• _Data for processing_
------

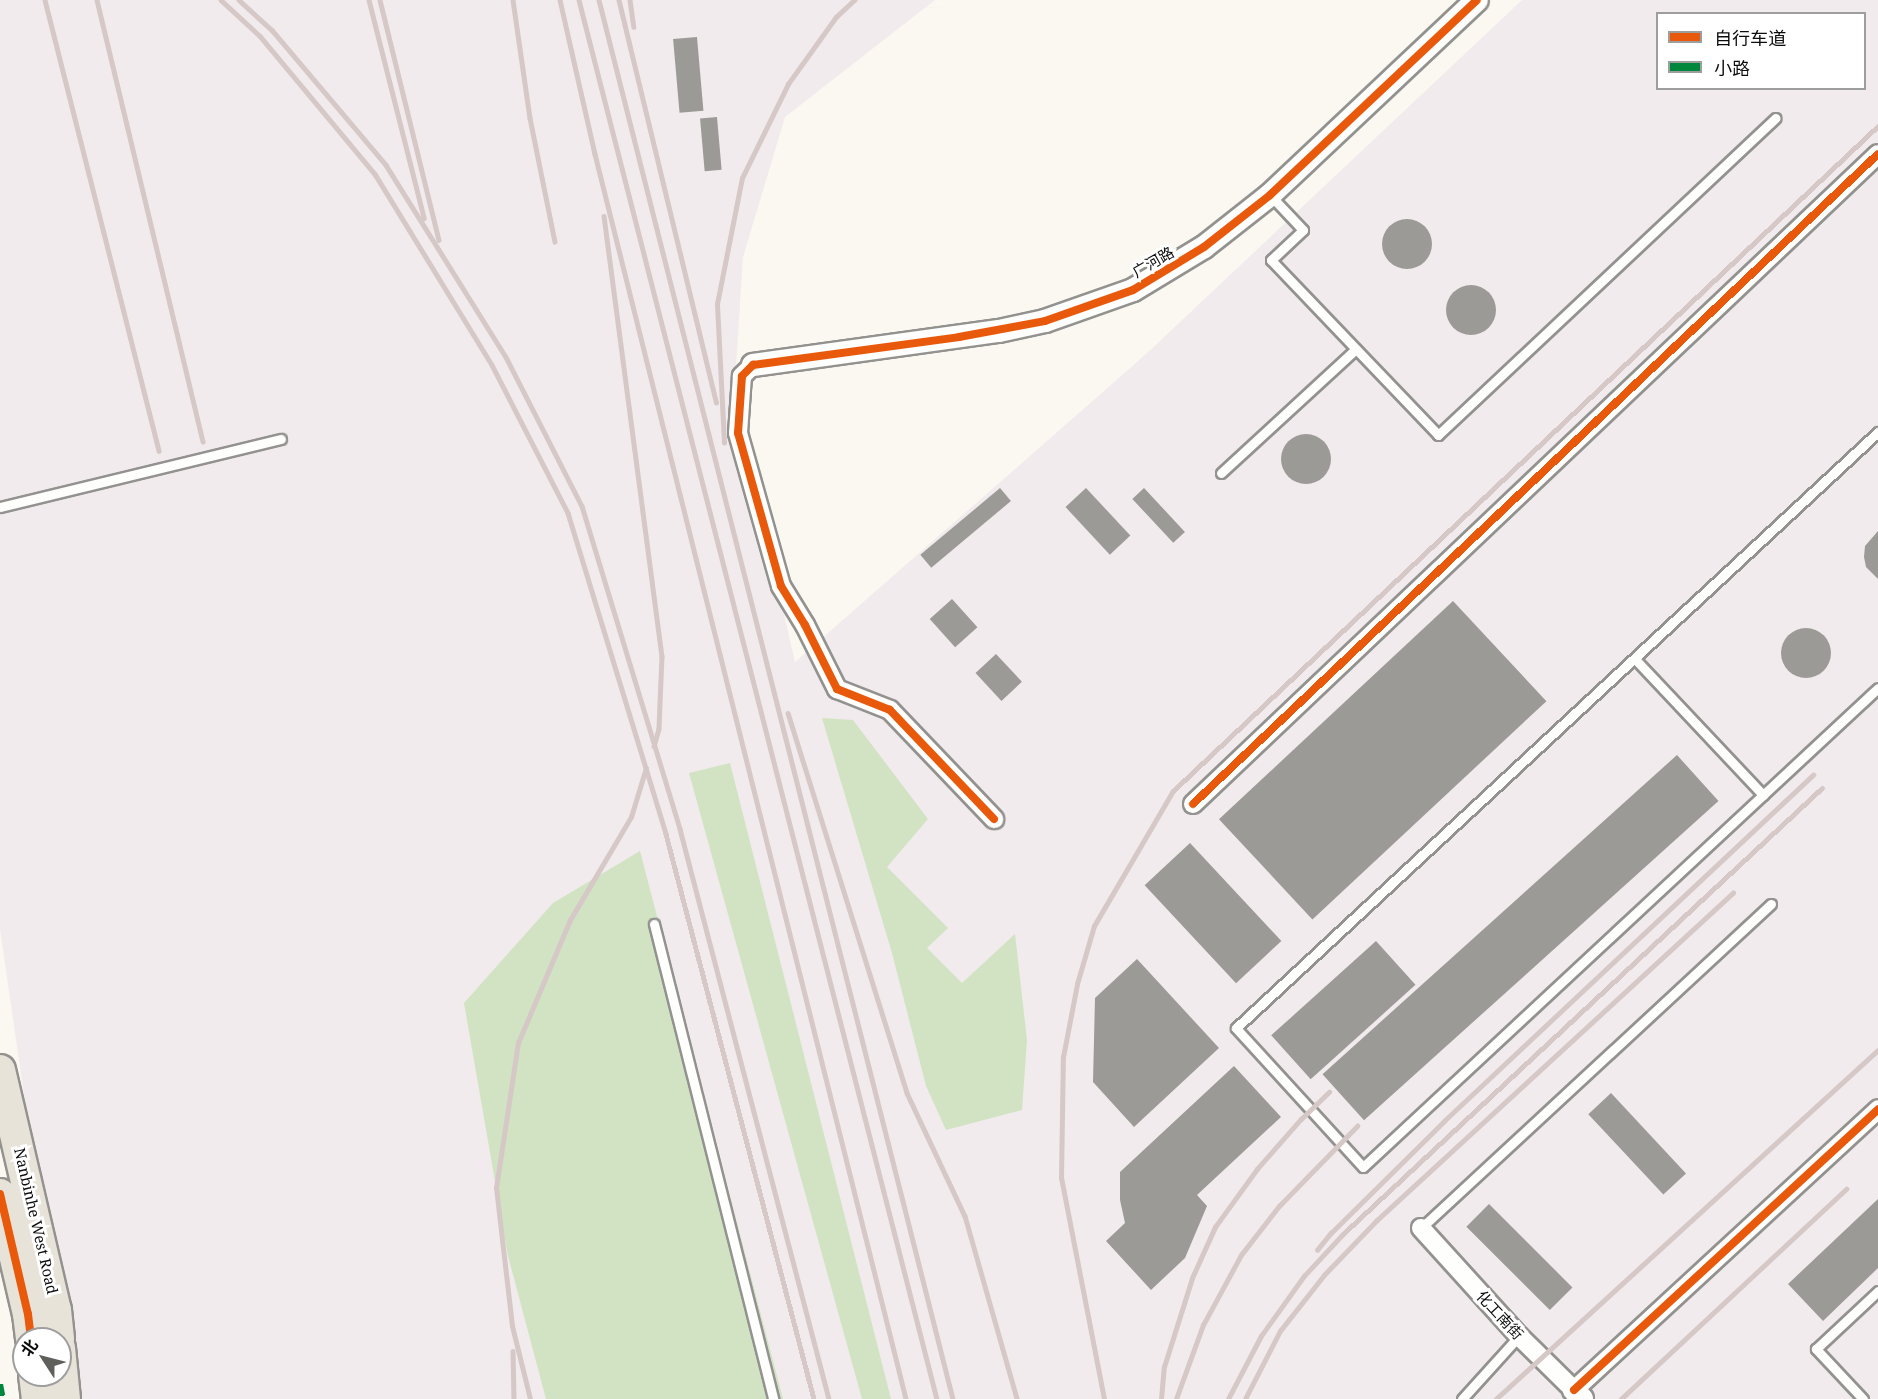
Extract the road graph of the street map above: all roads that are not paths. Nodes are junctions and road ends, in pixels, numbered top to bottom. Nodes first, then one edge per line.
1 (1477, 0) edge
2 (1776, 118) dead end
3 (1878, 154) edge
4 (1270, 195) junction
5 (1356, 350) junction
6 (753, 365) joint
7 (1878, 432) edge
8 (281, 439) dead end
9 (1221, 473) dead end
10 (0, 507) edge
11 (1635, 659) junction
12 (1878, 688) edge
13 (1763, 795) junction
14 (1193, 804) dead end
15 (994, 819) dead end
16 (1771, 904) dead end
17 (654, 924) dead end
18 (0, 1070) edge
19 (1878, 1109) edge
20 (0, 1194) edge
21 (1421, 1227) joint
22 (1878, 1291) edge
23 (30, 1327) edge
24 (58, 1327) edge
25 (1519, 1336) junction
26 (1578, 1395) edge
27 (773, 1399) edge
28 (1462, 1399) edge
29 (1863, 1399) edge

1 - 4 street, 广河路
2 - 5 lane
3 - 14 street
4 - 5 lane
4 - 6 street, 广河路
5 - 9 lane
6 - 15 street
7 - 11 lane
8 - 10 lane
11 - 13 lane
11 - 13 lane
12 - 13 lane
16 - 21 lane
17 - 27 lane
18 - 24 highway, Nanbinhe West Road
19 - 26 street
20 - 23 highway, Nanbinhe West Road
21 - 25 street, 化工南街
22 - 29 lane
25 - 26 street, 化工南街
25 - 28 lane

------

• _What the task asks_
Skip the images and set down the rest of the data unchanged.

• _Result of this task_
Extract the road graph of the street map above: all roads that are not paths. Nodes are junctions and road ends, in pixels, numbered top to bottom. Nodes first, then one edge per line.
1 (1477, 0) edge
2 (1776, 118) dead end
3 (1878, 154) edge
4 (1270, 195) junction
5 (1356, 350) junction
6 (753, 365) joint
7 (1878, 432) edge
8 (281, 439) dead end
9 (1221, 473) dead end
10 (0, 507) edge
11 (1635, 659) junction
12 (1878, 688) edge
13 (1763, 795) junction
14 (1193, 804) dead end
15 (994, 819) dead end
16 (1771, 904) dead end
17 (654, 924) dead end
18 (0, 1070) edge
19 (1878, 1109) edge
20 (0, 1194) edge
21 (1421, 1227) joint
22 (1878, 1291) edge
23 (30, 1327) edge
24 (58, 1327) edge
25 (1519, 1336) junction
26 (1578, 1395) edge
27 (773, 1399) edge
28 (1462, 1399) edge
29 (1863, 1399) edge

1 - 4 street, 广河路
2 - 5 lane
3 - 14 street
4 - 5 lane
4 - 6 street, 广河路
5 - 9 lane
6 - 15 street
7 - 11 lane
8 - 10 lane
11 - 13 lane
11 - 13 lane
12 - 13 lane
16 - 21 lane
17 - 27 lane
18 - 24 highway, Nanbinhe West Road
19 - 26 street
20 - 23 highway, Nanbinhe West Road
21 - 25 street, 化工南街
22 - 29 lane
25 - 26 street, 化工南街
25 - 28 lane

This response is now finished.